REQUIREMENT — Wherever "広島岩国道路" turns up in the entries, copy out the line that holds it.

SUPPLIED RECORDS —

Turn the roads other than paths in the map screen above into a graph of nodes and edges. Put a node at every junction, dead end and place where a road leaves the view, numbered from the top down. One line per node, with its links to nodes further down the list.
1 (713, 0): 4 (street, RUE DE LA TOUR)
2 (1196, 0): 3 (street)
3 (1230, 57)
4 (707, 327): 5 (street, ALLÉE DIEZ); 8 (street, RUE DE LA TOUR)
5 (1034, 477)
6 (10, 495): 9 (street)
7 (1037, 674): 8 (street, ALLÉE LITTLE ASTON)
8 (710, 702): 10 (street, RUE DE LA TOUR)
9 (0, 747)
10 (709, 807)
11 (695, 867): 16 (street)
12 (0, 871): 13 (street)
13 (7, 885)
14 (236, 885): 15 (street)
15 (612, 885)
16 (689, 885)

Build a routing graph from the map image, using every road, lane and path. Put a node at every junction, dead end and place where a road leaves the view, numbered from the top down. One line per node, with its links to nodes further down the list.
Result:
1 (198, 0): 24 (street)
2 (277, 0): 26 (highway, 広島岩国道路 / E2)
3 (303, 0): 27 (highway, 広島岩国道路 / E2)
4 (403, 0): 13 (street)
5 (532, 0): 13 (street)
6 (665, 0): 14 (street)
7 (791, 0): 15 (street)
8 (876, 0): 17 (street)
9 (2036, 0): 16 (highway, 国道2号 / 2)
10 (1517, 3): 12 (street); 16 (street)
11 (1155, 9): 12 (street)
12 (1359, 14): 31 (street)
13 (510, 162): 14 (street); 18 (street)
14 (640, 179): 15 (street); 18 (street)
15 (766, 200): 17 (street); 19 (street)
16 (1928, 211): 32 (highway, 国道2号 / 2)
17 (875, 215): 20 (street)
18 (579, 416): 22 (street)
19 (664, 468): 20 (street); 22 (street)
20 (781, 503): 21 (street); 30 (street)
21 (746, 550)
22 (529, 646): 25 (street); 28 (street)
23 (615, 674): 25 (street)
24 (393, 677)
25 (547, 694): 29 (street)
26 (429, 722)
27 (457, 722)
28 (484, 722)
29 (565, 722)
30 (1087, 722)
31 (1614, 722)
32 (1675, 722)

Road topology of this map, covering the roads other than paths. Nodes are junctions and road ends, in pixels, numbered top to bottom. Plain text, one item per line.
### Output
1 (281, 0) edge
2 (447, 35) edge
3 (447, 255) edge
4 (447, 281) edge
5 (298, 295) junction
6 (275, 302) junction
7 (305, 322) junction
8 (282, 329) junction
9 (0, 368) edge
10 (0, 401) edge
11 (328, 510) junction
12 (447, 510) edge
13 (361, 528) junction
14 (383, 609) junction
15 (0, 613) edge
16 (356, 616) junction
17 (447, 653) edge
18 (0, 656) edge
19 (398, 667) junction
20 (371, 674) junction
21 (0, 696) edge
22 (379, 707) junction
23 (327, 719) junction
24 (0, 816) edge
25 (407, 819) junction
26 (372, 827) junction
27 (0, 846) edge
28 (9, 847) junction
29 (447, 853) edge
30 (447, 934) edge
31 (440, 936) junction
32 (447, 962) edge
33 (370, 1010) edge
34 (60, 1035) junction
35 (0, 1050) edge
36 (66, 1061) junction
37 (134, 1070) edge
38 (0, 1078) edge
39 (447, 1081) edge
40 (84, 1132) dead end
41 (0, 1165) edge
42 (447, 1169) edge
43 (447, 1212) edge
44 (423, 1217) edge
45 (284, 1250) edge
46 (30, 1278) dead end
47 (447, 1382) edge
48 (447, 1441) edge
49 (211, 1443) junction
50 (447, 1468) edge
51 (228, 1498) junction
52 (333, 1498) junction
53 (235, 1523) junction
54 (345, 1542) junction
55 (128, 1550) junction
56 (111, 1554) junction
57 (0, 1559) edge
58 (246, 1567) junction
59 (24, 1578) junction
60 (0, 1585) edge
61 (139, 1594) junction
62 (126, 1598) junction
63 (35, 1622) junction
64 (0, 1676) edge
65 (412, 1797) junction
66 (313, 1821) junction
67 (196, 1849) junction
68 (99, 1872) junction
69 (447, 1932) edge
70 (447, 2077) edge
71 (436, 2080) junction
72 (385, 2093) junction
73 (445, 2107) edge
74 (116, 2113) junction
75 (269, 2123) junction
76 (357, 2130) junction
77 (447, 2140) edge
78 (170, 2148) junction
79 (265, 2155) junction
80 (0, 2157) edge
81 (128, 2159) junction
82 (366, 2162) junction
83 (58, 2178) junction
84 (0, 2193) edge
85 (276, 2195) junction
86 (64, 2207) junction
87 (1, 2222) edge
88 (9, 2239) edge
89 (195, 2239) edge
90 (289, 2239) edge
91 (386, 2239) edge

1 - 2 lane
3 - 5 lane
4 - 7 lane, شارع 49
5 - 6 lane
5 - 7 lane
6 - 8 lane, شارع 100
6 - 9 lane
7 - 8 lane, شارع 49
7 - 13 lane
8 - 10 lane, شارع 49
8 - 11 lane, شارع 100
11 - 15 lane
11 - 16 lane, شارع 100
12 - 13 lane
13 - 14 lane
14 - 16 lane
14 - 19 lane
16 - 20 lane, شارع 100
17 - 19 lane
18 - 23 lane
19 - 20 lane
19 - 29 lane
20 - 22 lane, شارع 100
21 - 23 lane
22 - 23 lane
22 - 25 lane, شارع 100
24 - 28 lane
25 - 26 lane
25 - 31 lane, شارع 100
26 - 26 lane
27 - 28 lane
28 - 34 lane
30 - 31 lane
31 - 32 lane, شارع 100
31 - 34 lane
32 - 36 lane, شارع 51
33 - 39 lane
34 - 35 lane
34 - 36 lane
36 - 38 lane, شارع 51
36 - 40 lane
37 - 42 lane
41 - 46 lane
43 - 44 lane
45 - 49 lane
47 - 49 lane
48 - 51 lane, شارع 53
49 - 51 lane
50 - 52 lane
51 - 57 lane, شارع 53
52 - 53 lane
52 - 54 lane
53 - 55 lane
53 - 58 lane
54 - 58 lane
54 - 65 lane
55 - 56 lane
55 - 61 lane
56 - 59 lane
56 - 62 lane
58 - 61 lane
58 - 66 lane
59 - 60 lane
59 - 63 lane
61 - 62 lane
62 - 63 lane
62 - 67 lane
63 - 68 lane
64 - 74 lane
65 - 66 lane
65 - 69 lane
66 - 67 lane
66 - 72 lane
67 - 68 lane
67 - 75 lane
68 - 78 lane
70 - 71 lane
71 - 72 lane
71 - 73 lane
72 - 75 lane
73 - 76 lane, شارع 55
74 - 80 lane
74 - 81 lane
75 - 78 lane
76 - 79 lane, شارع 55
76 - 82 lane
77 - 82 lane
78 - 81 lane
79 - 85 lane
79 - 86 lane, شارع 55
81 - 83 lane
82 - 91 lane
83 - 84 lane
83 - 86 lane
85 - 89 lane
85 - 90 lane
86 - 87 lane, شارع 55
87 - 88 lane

RESPONSE —
2 (277, 0): 26 (highway, 広島岩国道路 / E2)
3 (303, 0): 27 (highway, 広島岩国道路 / E2)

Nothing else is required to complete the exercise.